**WHAT THE EXERCISE ASKS**
Where "roads" occurs in a line of the entries below, copy that line.

%%

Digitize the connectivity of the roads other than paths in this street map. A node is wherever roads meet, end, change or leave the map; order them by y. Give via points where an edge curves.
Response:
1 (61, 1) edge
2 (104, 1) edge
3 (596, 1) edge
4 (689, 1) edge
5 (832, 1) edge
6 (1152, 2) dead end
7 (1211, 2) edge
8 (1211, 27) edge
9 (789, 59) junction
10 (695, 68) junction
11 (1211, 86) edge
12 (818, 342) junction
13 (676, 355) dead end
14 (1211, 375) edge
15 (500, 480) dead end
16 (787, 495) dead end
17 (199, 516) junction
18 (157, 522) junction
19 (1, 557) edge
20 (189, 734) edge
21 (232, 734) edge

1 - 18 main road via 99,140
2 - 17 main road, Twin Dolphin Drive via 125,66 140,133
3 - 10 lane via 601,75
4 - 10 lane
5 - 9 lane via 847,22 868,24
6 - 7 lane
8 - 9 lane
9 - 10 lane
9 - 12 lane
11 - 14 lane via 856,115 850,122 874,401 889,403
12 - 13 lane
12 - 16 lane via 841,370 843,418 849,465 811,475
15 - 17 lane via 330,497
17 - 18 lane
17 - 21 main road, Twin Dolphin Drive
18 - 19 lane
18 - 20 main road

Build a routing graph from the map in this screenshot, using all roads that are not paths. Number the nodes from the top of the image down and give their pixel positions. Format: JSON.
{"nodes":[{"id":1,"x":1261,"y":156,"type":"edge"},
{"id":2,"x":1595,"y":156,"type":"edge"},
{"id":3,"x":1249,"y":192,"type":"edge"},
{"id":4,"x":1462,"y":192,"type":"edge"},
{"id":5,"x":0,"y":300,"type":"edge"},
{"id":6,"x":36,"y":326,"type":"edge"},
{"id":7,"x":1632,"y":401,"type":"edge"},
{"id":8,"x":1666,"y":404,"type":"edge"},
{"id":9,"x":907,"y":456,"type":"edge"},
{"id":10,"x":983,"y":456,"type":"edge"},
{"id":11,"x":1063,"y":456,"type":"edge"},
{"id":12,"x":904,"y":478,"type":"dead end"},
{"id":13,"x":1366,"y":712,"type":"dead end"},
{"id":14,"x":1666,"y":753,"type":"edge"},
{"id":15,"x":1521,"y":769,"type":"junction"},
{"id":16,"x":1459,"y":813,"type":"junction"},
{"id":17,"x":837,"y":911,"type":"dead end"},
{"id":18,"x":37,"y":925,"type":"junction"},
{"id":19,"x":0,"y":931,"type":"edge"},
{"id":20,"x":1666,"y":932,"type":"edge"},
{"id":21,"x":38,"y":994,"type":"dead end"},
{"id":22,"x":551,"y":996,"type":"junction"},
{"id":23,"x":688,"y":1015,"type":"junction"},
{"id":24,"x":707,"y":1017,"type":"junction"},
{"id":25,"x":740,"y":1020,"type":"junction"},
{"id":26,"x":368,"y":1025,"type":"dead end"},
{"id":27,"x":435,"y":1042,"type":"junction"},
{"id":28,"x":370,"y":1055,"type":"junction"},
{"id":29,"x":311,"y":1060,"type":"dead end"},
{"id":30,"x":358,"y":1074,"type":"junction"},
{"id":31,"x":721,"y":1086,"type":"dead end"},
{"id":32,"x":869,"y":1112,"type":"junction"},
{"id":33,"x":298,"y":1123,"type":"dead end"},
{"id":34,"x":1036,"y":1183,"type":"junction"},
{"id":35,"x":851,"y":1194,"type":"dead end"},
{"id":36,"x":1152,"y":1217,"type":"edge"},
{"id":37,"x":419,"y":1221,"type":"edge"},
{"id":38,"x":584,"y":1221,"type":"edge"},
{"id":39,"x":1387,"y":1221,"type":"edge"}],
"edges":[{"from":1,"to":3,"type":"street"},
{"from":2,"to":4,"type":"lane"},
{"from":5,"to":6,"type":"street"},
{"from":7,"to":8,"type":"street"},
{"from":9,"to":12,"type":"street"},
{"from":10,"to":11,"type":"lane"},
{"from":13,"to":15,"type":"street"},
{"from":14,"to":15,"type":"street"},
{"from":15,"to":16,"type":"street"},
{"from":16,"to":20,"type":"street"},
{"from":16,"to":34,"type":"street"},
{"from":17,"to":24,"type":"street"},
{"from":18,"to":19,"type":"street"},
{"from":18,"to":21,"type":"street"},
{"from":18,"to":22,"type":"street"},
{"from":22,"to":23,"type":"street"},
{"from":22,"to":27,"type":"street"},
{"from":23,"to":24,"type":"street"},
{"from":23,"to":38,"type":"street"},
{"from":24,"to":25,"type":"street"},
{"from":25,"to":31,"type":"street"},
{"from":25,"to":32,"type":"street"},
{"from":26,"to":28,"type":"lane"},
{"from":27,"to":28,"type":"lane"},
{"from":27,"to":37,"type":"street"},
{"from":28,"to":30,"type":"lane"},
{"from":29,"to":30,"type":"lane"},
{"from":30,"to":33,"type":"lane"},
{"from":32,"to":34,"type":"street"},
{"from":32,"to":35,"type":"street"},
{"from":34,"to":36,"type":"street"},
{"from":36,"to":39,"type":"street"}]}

%%

**OUTPUT OF THE EXERCISE**
Digitize the connectivity of the roads other than paths in this street map. A node is wherever roads meet, end, change or leave the map; order them by y. Give via points where an edge curves.
Build a routing graph from the map in this screenshot, using all roads that are not paths. Number the nodes from the top of the image down and give their pixel positions. Format: JSON.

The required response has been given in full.